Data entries
"""
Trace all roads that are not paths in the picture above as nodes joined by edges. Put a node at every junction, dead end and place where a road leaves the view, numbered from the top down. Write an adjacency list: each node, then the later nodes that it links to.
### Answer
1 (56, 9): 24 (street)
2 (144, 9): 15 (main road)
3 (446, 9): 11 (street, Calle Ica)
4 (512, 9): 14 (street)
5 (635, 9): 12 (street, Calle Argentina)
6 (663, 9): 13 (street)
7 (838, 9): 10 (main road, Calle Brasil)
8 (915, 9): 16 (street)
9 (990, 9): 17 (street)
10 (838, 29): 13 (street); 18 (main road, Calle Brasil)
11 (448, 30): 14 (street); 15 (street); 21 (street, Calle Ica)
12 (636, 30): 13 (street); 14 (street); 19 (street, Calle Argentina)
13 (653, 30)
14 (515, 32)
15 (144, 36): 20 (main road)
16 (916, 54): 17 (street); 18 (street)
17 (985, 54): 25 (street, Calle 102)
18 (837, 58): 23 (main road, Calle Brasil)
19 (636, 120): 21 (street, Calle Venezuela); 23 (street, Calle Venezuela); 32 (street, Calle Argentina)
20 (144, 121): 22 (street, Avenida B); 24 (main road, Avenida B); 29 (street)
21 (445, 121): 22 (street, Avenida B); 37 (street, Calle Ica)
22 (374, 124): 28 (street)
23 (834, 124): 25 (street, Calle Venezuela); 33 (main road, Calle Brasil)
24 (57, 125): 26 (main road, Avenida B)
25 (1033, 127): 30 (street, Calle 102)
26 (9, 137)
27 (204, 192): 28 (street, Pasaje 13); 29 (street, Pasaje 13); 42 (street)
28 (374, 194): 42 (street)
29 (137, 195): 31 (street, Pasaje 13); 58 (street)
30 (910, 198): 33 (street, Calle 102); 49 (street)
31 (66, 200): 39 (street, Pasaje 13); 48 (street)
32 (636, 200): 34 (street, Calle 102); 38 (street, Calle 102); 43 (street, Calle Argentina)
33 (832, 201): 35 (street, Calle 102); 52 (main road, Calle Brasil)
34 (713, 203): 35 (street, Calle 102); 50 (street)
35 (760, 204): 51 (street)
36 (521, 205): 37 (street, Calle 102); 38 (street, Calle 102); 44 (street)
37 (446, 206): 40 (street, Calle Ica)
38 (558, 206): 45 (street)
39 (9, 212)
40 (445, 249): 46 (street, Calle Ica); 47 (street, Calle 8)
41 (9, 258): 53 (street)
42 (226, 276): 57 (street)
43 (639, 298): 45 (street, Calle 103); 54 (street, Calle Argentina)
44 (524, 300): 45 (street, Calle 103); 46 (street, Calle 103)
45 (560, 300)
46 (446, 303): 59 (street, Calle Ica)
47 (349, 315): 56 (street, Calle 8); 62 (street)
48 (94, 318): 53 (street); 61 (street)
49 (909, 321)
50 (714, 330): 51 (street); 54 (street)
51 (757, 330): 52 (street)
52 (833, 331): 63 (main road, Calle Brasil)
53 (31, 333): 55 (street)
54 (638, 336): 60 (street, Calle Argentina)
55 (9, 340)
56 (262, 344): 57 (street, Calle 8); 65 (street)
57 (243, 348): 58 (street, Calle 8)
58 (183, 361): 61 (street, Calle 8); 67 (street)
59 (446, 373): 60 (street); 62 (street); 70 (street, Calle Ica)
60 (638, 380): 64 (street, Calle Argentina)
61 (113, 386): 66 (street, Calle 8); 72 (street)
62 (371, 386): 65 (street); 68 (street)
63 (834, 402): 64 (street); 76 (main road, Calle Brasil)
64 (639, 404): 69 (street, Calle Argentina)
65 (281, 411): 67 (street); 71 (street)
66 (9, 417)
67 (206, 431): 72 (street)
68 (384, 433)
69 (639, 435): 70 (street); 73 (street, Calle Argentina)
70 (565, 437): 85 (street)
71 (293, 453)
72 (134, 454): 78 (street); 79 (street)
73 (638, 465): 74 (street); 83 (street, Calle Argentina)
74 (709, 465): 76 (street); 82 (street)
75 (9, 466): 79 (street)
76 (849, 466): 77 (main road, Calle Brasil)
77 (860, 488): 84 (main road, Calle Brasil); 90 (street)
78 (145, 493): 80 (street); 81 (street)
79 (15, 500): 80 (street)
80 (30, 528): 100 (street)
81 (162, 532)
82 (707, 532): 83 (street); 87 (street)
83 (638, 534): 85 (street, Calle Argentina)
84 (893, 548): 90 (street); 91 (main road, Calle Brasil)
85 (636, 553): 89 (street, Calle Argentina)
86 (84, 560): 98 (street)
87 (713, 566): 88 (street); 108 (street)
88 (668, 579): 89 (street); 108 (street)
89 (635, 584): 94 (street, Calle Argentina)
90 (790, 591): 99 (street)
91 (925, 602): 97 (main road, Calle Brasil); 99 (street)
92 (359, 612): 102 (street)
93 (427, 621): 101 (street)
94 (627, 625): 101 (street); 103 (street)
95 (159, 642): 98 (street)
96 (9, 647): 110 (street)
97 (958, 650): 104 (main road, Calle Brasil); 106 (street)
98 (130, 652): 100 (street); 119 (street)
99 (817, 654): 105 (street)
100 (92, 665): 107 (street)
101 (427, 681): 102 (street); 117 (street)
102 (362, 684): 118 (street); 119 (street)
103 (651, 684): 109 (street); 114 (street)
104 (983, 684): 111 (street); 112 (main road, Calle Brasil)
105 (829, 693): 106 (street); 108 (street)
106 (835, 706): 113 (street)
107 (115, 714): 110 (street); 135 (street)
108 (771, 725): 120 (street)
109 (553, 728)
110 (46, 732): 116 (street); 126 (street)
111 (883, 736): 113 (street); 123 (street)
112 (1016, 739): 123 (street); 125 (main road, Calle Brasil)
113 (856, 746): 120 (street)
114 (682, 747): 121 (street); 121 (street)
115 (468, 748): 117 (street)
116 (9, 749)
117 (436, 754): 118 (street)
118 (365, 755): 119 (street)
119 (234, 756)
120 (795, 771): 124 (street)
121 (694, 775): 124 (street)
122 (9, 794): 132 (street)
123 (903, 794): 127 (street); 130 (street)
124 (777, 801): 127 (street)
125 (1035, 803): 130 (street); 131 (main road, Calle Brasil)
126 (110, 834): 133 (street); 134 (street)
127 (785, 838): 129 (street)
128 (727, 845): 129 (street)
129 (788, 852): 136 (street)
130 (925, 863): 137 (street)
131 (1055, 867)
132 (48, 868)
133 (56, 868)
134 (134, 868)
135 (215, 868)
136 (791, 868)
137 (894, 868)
"""
"""
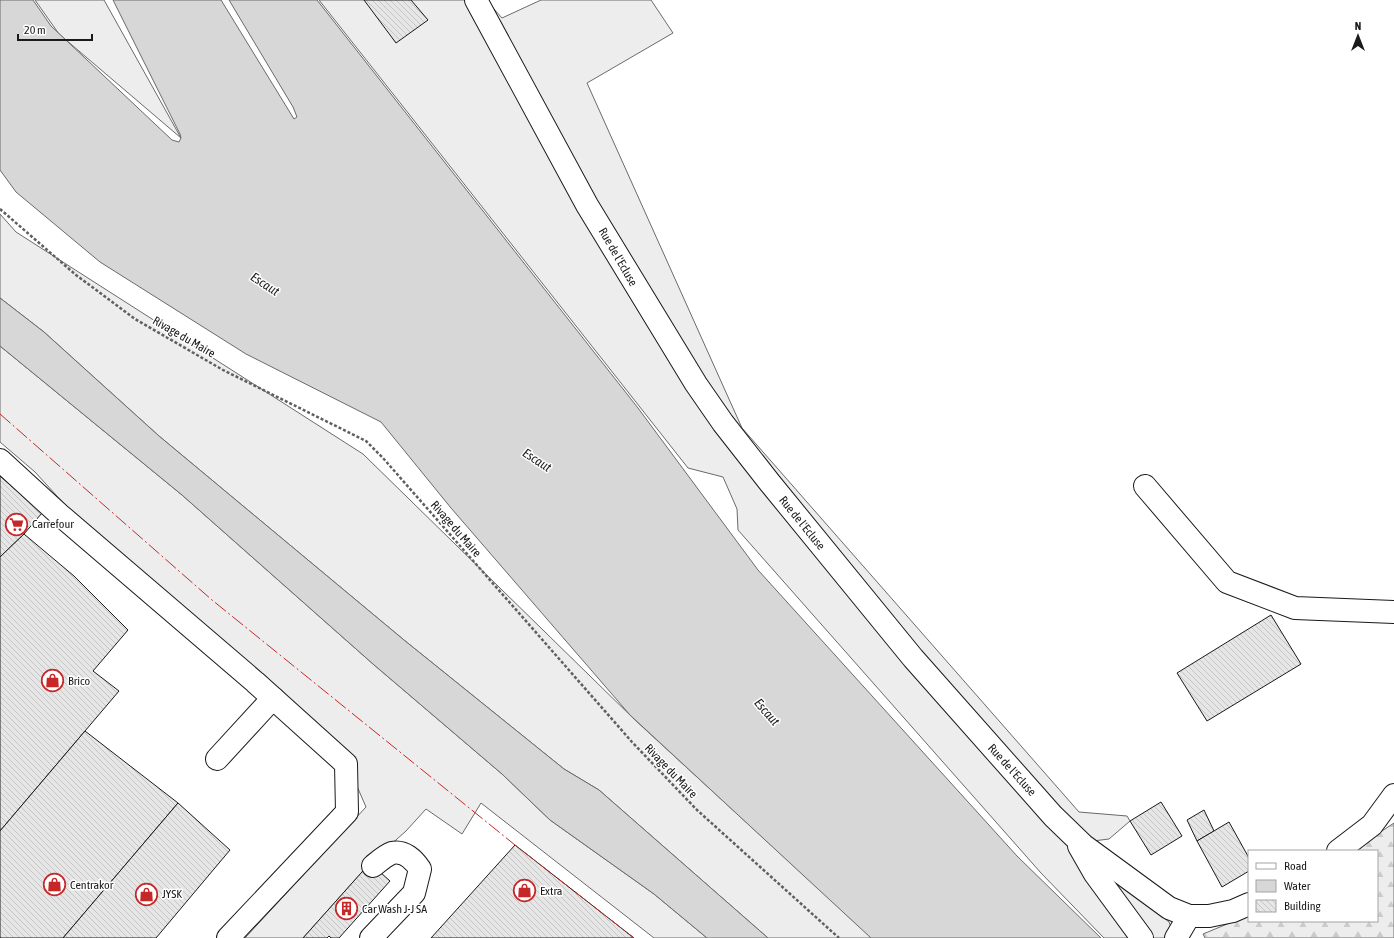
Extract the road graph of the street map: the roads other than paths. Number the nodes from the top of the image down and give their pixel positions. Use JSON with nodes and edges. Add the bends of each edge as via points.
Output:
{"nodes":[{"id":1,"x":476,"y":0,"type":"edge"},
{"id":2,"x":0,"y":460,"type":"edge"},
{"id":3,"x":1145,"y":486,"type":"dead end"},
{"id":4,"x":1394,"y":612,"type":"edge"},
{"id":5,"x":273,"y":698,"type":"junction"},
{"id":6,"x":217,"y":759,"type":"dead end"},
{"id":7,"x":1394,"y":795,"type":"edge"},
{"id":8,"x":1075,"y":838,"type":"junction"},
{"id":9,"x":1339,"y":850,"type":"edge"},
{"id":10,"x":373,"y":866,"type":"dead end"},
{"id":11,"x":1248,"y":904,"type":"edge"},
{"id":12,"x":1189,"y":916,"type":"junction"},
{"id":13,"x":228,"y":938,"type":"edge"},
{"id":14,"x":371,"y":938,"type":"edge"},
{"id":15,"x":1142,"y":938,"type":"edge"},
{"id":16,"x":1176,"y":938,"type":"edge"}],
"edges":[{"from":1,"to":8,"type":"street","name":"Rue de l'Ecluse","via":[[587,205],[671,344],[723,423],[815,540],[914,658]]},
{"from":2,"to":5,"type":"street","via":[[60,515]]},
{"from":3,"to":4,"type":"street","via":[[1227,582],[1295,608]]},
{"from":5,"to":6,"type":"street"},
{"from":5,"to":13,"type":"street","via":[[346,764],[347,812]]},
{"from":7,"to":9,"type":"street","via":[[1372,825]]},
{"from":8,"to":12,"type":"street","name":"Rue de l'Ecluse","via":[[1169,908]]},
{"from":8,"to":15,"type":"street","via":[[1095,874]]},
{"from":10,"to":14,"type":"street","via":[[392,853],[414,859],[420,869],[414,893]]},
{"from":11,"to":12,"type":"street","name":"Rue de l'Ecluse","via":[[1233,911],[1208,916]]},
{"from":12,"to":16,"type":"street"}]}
"""
◆ **TASK OBJECTIVE**
Report all lines in the records that include the string "Ecluse".

◆ **PROBLEM SOLUTION**
"edges":[{"from":1,"to":8,"type":"street","name":"Rue de l'Ecluse","via":[[587,205],[671,344],[723,423],[815,540],[914,658]]},
{"from":8,"to":12,"type":"street","name":"Rue de l'Ecluse","via":[[1169,908]]},
{"from":11,"to":12,"type":"street","name":"Rue de l'Ecluse","via":[[1233,911],[1208,916]]},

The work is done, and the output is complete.